|Do you know where your variables are?|
Re: Perl/Tk Odditiesby TomKane (Beadle)
|on Jul 22, 2008 at 14:27 UTC||Need Help??|
I've finally gotten back to trying to force Perl/Tk to operate with professional dialog box functionality.
The problem with Tk::Dialog and Tk::DialogBox is that they both want to manage the closing buttons in a separate bottom section of the dialog box. From my understanding, there is no way to intercept the results of the bottom buttons. Actually, there is a built-in mechanism through the -command option, and that is where you can save data, etc. But once the bottom button is clicked, you can't cancel it (for example, if the user forgot to enter a critical field) and force the dialog to stay open.
The good thing about Tk::Dialog and Tk::DialogBox is that they don't appear to create separate applications with icons showing on the bottom of the display (in Win32). This is despite the fact that both are derived from Tk::Toplevel.

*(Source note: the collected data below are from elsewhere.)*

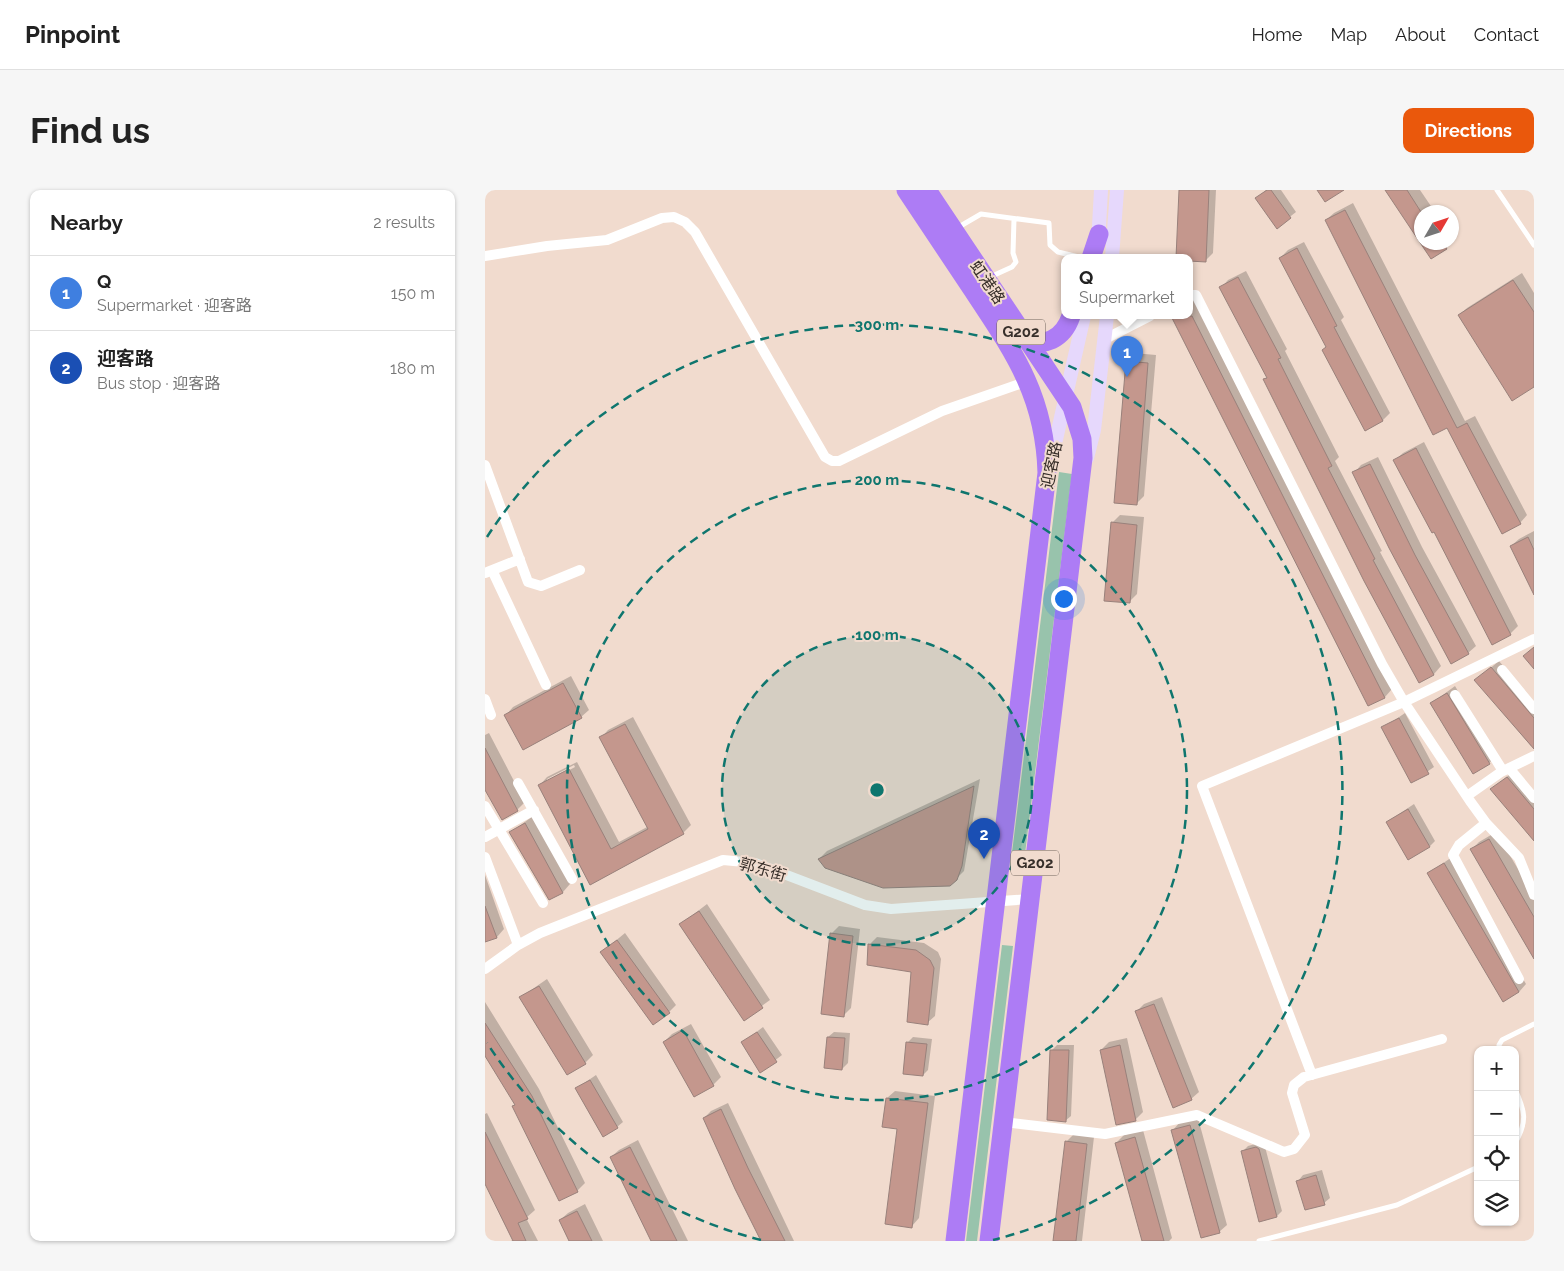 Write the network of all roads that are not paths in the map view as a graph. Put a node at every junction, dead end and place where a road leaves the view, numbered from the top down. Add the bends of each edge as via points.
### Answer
1 (906, 190) edge
2 (927, 190) edge
3 (1101, 190) edge
4 (1117, 190) edge
5 (1497, 190) edge
6 (1014, 219) junction
7 (954, 230) junction
8 (1099, 234) junction
9 (1534, 244) edge
10 (1066, 254) edge
11 (1092, 254) edge
12 (1096, 254) edge
13 (1112, 254) edge
14 (485, 256) edge
15 (986, 279) junction
16 (1193, 295) edge
17 (1070, 319) edge
18 (1083, 319) edge
19 (1107, 319) edge
20 (1144, 319) edge
21 (1023, 334) junction
22 (1105, 339) junction
23 (1028, 381) junction
24 (1066, 398) junction
25 (485, 465) edge
26 (1080, 484) junction
27 (1045, 489) junction
28 (520, 559) junction
29 (580, 570) dead end
30 (488, 571) edge
31 (1534, 639) edge
32 (1503, 670) dead end
33 (546, 685) dead end
34 (1455, 694) dead end
35 (485, 699) edge
36 (1404, 702) junction
37 (1534, 709) edge
38 (491, 716) dead end
39 (1534, 756) edge
40 (1506, 770) junction
41 (519, 783) dead end
42 (1467, 796) junction
43 (1534, 798) edge
44 (485, 806) edge
45 (534, 810) junction
46 (1486, 822) junction
47 (498, 830) junction
48 (485, 837) edge
49 (485, 857) edge
50 (572, 879) dead end
51 (1534, 894) edge
52 (1030, 899) junction
53 (996, 902) junction
54 (543, 903) dead end
55 (518, 945) junction
56 (485, 968) edge
57 (1519, 979) dead end
58 (1534, 1024) edge
59 (1442, 1039) dead end
60 (1499, 1046) edge
61 (1312, 1075) junction
62 (1516, 1091) edge
63 (1003, 1122) junction
64 (1519, 1136) edge
65 (1474, 1169) edge
66 (955, 1241) edge
67 (989, 1241) edge
68 (1259, 1241) edge

1 - 23 highway, 虹港路 / G202 via 1015,354
2 - 7 highway, 虹港路 / G202
3 - 8 main road
4 - 13 main road
5 - 9 lane
6 - 7 lane via 981,214
6 - 10 lane via 1049,223 1050,245
6 - 15 lane via 1013,253 1017,262
7 - 15 highway, 虹港路 / G202
8 - 11 highway
8 - 12 main road
14 - 23 street via 607,240 663,218 674,217 685,222 695,232 825,457 832,461 839,462 942,411
15 - 21 highway, 虹港路 / G202
16 - 36 street via 1196,295
17 - 21 highway via 1065,331 1052,341 1036,342
18 - 24 main road, 迎客路
19 - 22 main road, 迎客路
20 - 22 street
21 - 24 highway, 虹港路 / G202
22 - 26 main road, 迎客路 via 1094,430
23 - 27 highway, 虹港路 / G202 via 1047,451
24 - 26 highway, 虹港路 / G202 via 1082,439
24 - 27 main road, 迎客路
25 - 28 street
26 - 52 highway, 迎客路 / G202
27 - 53 highway, 迎客路 / G202
28 - 29 street via 528,582 541,586
28 - 30 street
30 - 33 street
31 - 36 street
32 - 37 street
34 - 40 street
35 - 38 street
36 - 42 street
36 - 61 street via 1201,786
39 - 40 street
40 - 42 street
40 - 43 street
41 - 45 street
42 - 46 street
44 - 47 street
45 - 47 street
45 - 50 street
46 - 51 street via 1519,858
46 - 57 street via 1453,855
47 - 48 street
47 - 54 street
49 - 55 street
52 - 53 street, 郭东街
52 - 63 highway, 迎客路 / G202
53 - 55 street, 郭东街 via 891,909 865,905 755,863 723,860 561,924
53 - 66 highway, 迎客路 / G202
55 - 56 street, 郭东街
58 - 60 lane via 1502,1040
59 - 61 street
61 - 63 street via 1294,1085 1292,1093 1305,1135 1294,1149 1284,1152 1197,1115 1105,1134
62 - 64 lane via 1524,1110 1523,1130
63 - 67 highway, 迎客路 / G202
65 - 68 lane via 1397,1204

As I mentioned earlier, Tk::Toplevel provides a method for building completely functioning dialog boxes with total control of all widgets and processing. There is a drawback, however, in the fact that every Tk::Toplevel is treated by Tk as if it were a separate application, which shows up as an icon on the bottom of the display.
The only workaround I've been able to come up with is to use the toplevel->withdraw() function in both the calling module (when it calls a module that has its own respective Toplevel) and then in the called module when it closes down. The crazy thing about this is that the callee must have a link back to the caller, i.e., a subroutine call, to tell the caller that the callee has completed its processing and withdrawn itself, and that it's time for the caller to deiconify() and raise() itself.
The use of withdraw() in this way prevents the situation where there are multiple application icons. It's not perfect, however, as I can literally see the withdrawing of one module and the raising of another as the icons repaint themselves at the bottom of the display. But that's a small price to pay for having the control of the Toplevel serving as a dialog: I can completely manage the exiting process and I fully control the positioning of all widgets within the Toplevel (whereas with Tk::Dialog and Tk::DialogBox I have no control of the button placement).
If anyone has any suggestions or insights where I may be making a mistake or may be overlooking some option that might make the Tk::Dialog and Tk::DialogBox processing work better, please let me know. Thanks.